### What the task requires
For each line below that contains the string "street", copy that line.

Records contained in a dataset:
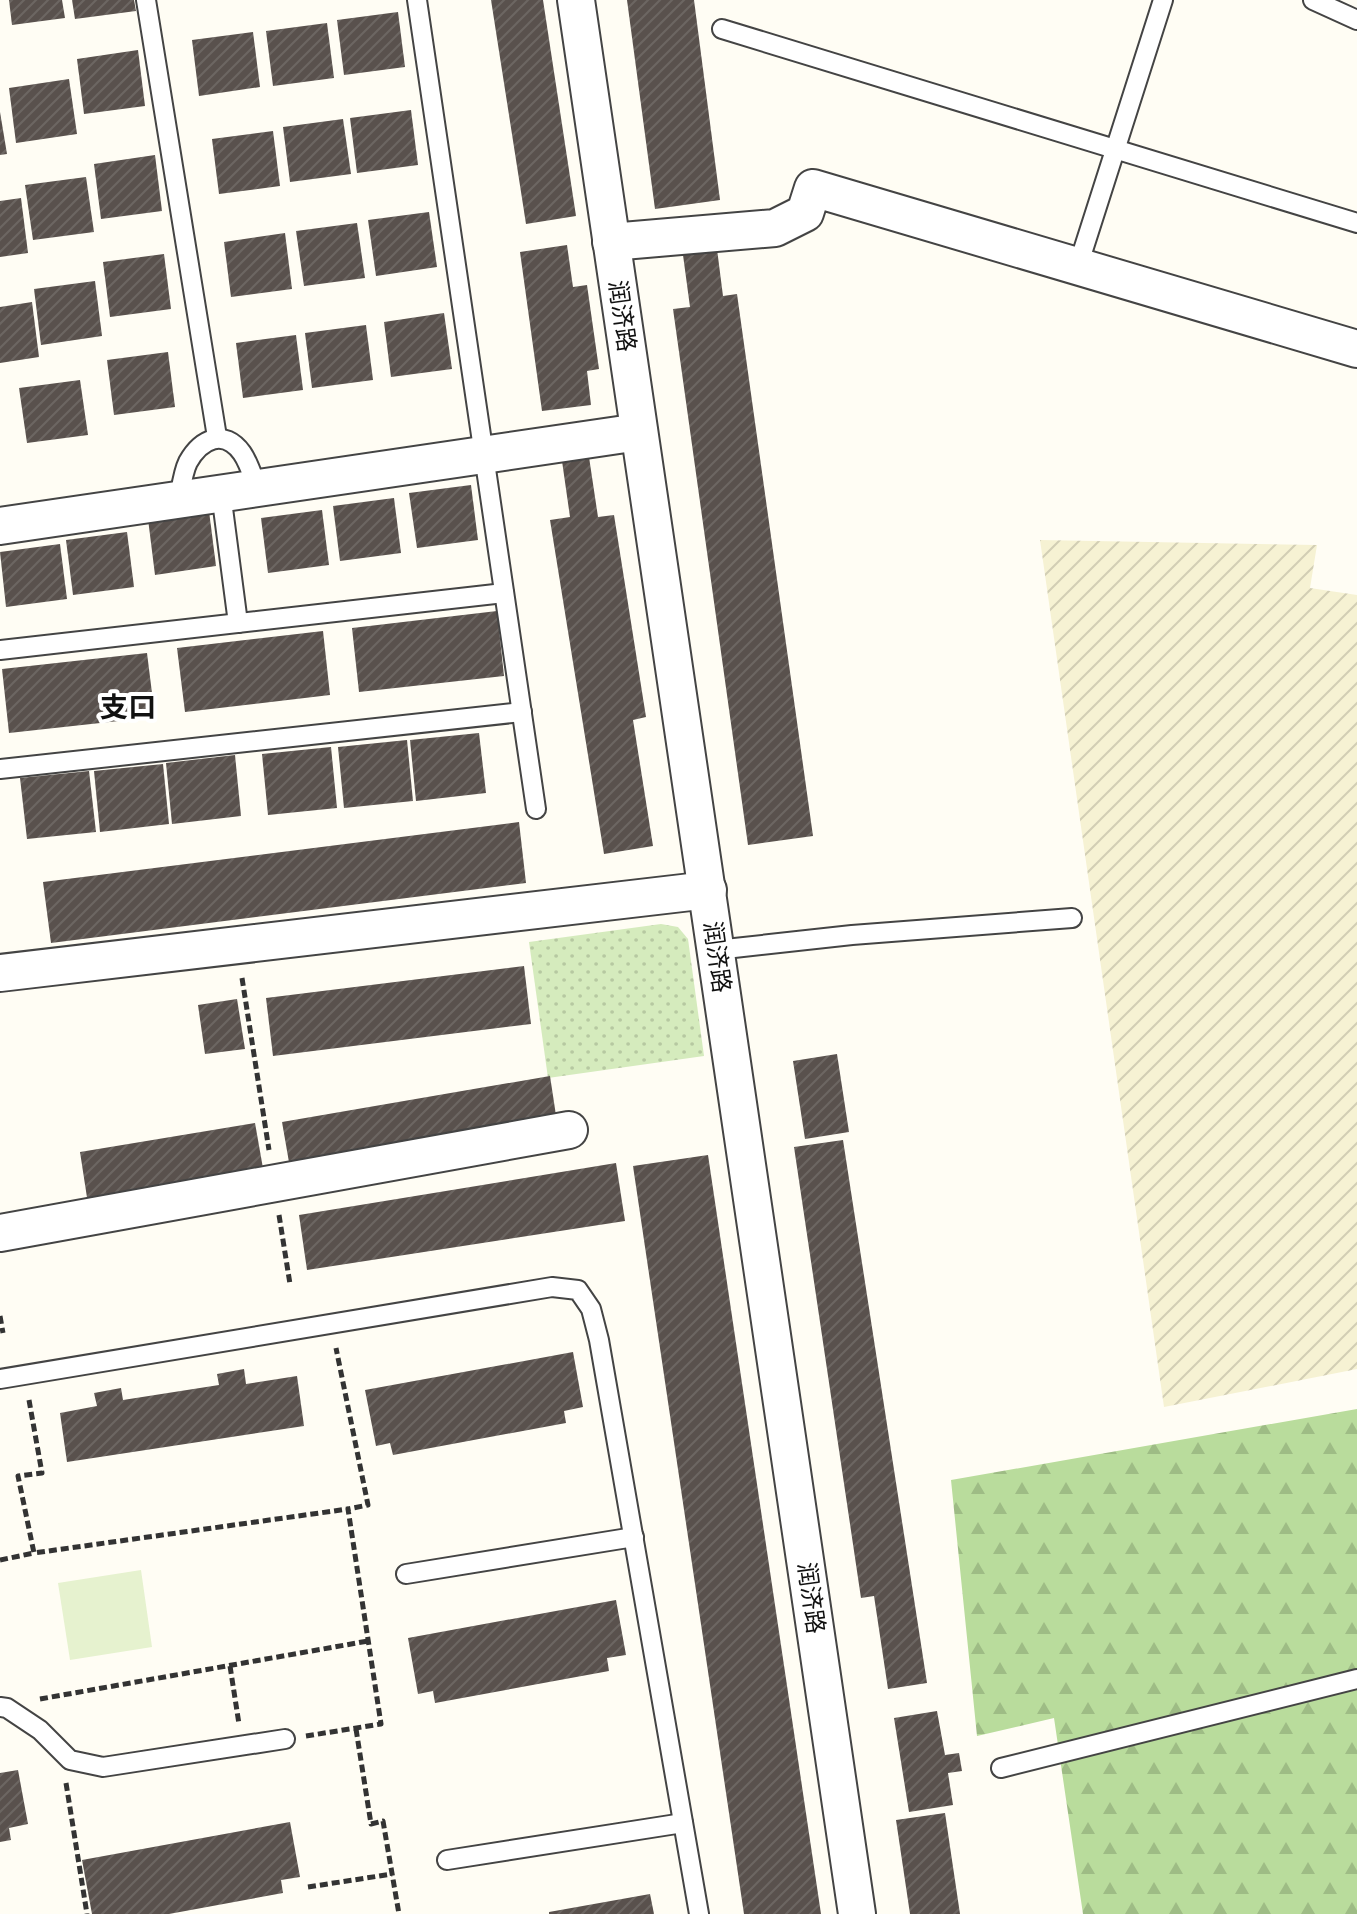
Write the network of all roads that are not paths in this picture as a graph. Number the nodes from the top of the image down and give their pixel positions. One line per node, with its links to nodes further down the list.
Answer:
1 (146, 0): 14 (lane)
2 (417, 0): 15 (lane)
3 (576, 0): 10 (street, 润济路)
4 (1163, 0): 8 (lane)
5 (1313, 0): 6 (lane)
6 (1357, 20)
7 (722, 29): 8 (lane)
8 (1114, 150): 9 (lane); 11 (lane)
9 (1357, 223)
10 (611, 242): 11 (street); 13 (street, 润济路)
11 (1078, 266): 12 (street)
12 (1357, 349)
13 (639, 432): 15 (street); 26 (street, 润济路)
14 (217, 437): 16 (lane); 18 (lane)
15 (484, 454): 16 (street); 20 (lane)
16 (257, 488): 17 (street)
17 (221, 493): 18 (street); 21 (lane)
18 (179, 499): 19 (street)
19 (0, 526)
20 (504, 593): 21 (lane); 23 (lane)
21 (238, 623): 22 (lane)
22 (0, 650)
23 (522, 712): 24 (lane); 25 (lane)
24 (0, 769)
25 (536, 809)
26 (708, 890): 28 (street, 润济路); 29 (street)
27 (1072, 918): 28 (lane)
28 (716, 950): 42 (street, 润济路)
29 (0, 973)
30 (569, 1130): 31 (street)
31 (0, 1233)
32 (0, 1379): 33 (lane)
33 (634, 1537): 34 (lane); 39 (lane)
34 (406, 1574)
35 (1357, 1679): 38 (lane)
36 (0, 1707): 37 (lane)
37 (285, 1739)
38 (1001, 1768)
39 (683, 1823): 40 (lane); 41 (lane)
40 (447, 1860)
41 (699, 1914)
42 (857, 1914)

### Result of this exercise
3 (576, 0): 10 (street, 润济路)
10 (611, 242): 11 (street); 13 (street, 润济路)
11 (1078, 266): 12 (street)
13 (639, 432): 15 (street); 26 (street, 润济路)
15 (484, 454): 16 (street); 20 (lane)
16 (257, 488): 17 (street)
17 (221, 493): 18 (street); 21 (lane)
18 (179, 499): 19 (street)
26 (708, 890): 28 (street, 润济路); 29 (street)
28 (716, 950): 42 (street, 润济路)
30 (569, 1130): 31 (street)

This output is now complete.